• **WHAT YOU HAVE TO DO**
In the records below, find the line containing "index mcp: (284, 235)" and the line containing "thumb ip: (443, 405)". Give again exactly those lines and every line between them, omitting the pictures.

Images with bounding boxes
⟨

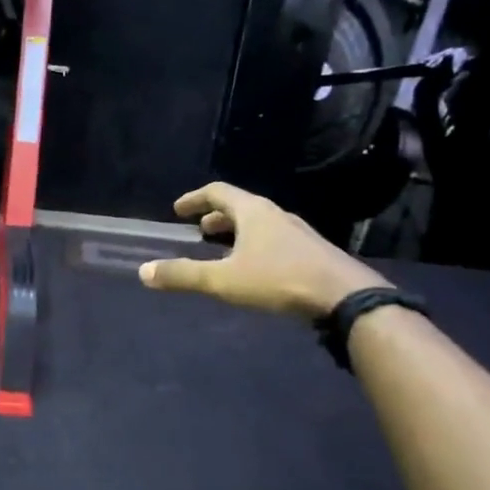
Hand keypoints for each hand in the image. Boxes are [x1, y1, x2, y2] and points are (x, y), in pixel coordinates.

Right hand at [137, 182, 390, 318]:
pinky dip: (255, 246)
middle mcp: (275, 215)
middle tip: (199, 230)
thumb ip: (184, 275)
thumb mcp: (224, 280)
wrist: (345, 297)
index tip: (178, 209)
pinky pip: (274, 240)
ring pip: (259, 225)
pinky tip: (254, 270)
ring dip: (237, 232)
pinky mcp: (311, 252)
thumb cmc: (279, 280)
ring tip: (223, 250)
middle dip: (216, 216)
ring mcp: (297, 233)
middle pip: (240, 206)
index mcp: (253, 212)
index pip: (218, 191)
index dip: (195, 198)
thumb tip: (144, 271)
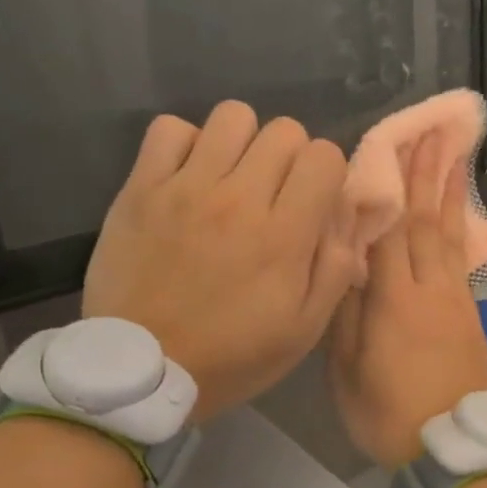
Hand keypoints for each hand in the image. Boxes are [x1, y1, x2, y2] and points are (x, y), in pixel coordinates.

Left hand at [83, 101, 359, 422]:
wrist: (141, 371)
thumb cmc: (231, 356)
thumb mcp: (303, 331)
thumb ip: (336, 270)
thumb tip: (346, 220)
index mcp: (284, 235)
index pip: (324, 155)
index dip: (327, 174)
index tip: (313, 203)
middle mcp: (239, 198)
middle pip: (284, 130)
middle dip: (291, 157)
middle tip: (275, 193)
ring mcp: (186, 187)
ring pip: (232, 116)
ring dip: (243, 142)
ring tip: (232, 177)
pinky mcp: (141, 188)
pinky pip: (170, 129)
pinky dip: (186, 143)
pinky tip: (188, 176)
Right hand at [329, 130, 486, 467]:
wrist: (449, 450)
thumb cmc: (385, 412)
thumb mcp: (346, 368)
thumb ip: (347, 309)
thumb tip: (348, 261)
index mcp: (396, 300)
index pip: (391, 230)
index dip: (390, 187)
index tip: (392, 147)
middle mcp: (431, 289)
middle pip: (428, 222)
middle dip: (428, 175)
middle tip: (432, 133)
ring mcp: (457, 301)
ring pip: (452, 236)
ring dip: (451, 194)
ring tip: (454, 156)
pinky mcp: (471, 315)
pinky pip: (462, 260)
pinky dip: (459, 229)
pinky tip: (457, 215)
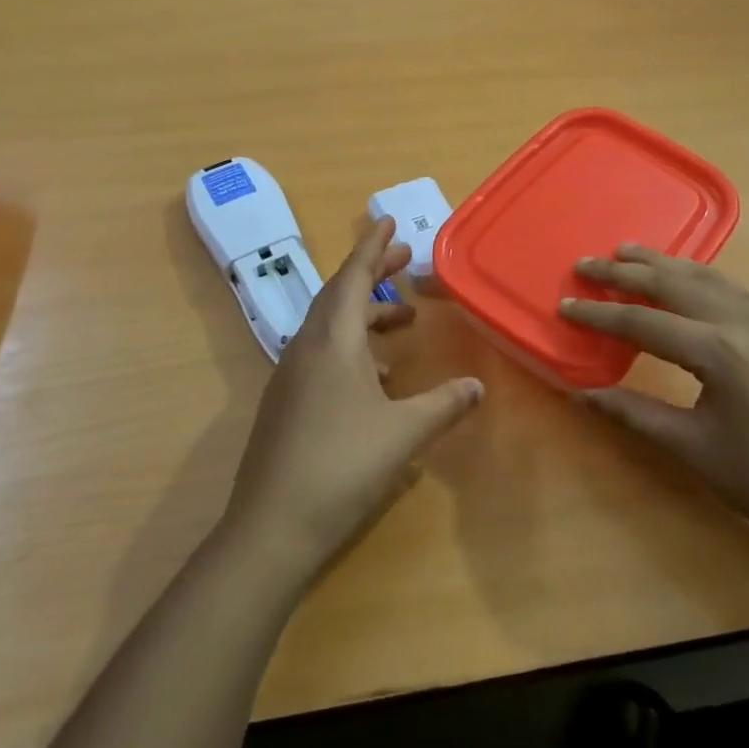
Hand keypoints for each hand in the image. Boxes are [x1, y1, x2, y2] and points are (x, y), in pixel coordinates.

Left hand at [222, 217, 483, 577]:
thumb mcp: (403, 433)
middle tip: (404, 260)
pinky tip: (376, 376)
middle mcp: (307, 346)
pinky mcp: (286, 402)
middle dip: (372, 272)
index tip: (388, 220)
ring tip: (403, 320)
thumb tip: (477, 386)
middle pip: (340, 294)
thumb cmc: (341, 467)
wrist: (271, 527)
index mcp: (332, 340)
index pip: (354, 276)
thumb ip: (443, 405)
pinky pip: (322, 354)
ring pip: (330, 326)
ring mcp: (291, 375)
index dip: (373, 246)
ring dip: (366, 314)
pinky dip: (352, 347)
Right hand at [560, 246, 748, 564]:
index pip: (643, 321)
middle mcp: (743, 324)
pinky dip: (700, 276)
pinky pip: (734, 291)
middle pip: (674, 285)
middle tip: (587, 262)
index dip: (599, 314)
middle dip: (626, 272)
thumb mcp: (690, 447)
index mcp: (719, 351)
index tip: (564, 304)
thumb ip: (632, 412)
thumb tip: (579, 393)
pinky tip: (688, 278)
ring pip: (707, 279)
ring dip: (665, 264)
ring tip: (629, 251)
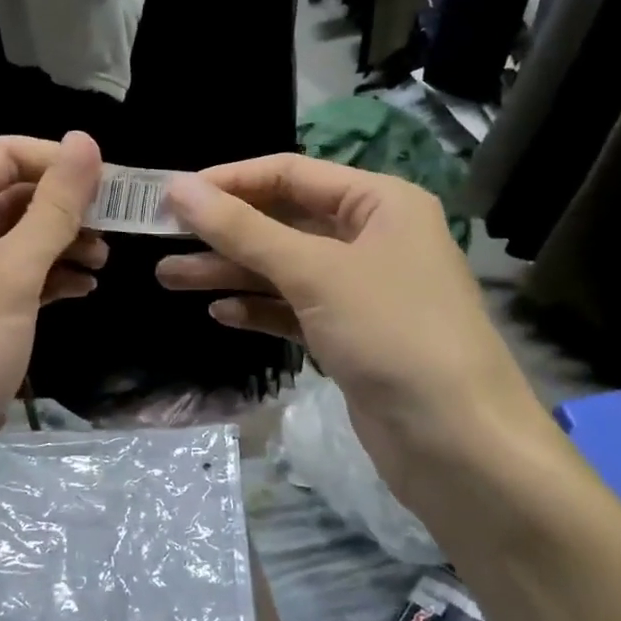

⟩

• **ANSWER FOR THE TASK**
index mcp: (284, 235)
index pip: (324, 155)
index dip: (327, 174)
index tip: (313, 203)
middle mcp: (239, 198)
middle pip: (284, 130)
middle dip: (291, 157)
middle tip: (275, 193)
ring mcp: (186, 187)
ring pip: (232, 116)
ring dip: (243, 142)
ring tip: (232, 177)
pinky mcp: (141, 188)
pinky pip: (170, 129)
pinky dip: (186, 143)
pinky tip: (188, 176)
Right hand at [329, 130, 486, 467]:
wrist: (449, 450)
thumb cmc: (385, 412)
thumb mcp: (346, 368)
thumb ip: (347, 309)
thumb tip: (348, 261)
index mcp: (396, 300)
index pip: (391, 230)
index dip: (390, 187)
index tip: (392, 147)
middle mcp: (431, 289)
middle pip: (428, 222)
middle dip: (428, 175)
middle tip: (432, 133)
ring mcp: (457, 301)
ring pip: (452, 236)
ring dip: (451, 194)
ring tip: (454, 156)
pinky mcp: (471, 315)
pinky pip: (462, 260)
pinky dip: (459, 229)
pinky tip: (457, 215)
Hand keypoints for each hand in the image. Boxes are [x1, y1, x2, y2] and points are (x, y), in pixel coordinates.

Left hand at [222, 217, 483, 577]:
thumb mcp: (403, 433)
middle tip: (404, 260)
pinky tip: (376, 376)
middle mcp: (307, 346)
pinky mcp: (286, 402)
middle dip: (372, 272)
index tip: (388, 220)
ring tip: (403, 320)
thumb tip: (477, 386)
middle pip: (340, 294)
thumb cmc: (341, 467)
wrist: (271, 527)
index mcp: (332, 340)
index pip: (354, 276)
thumb ip: (443, 405)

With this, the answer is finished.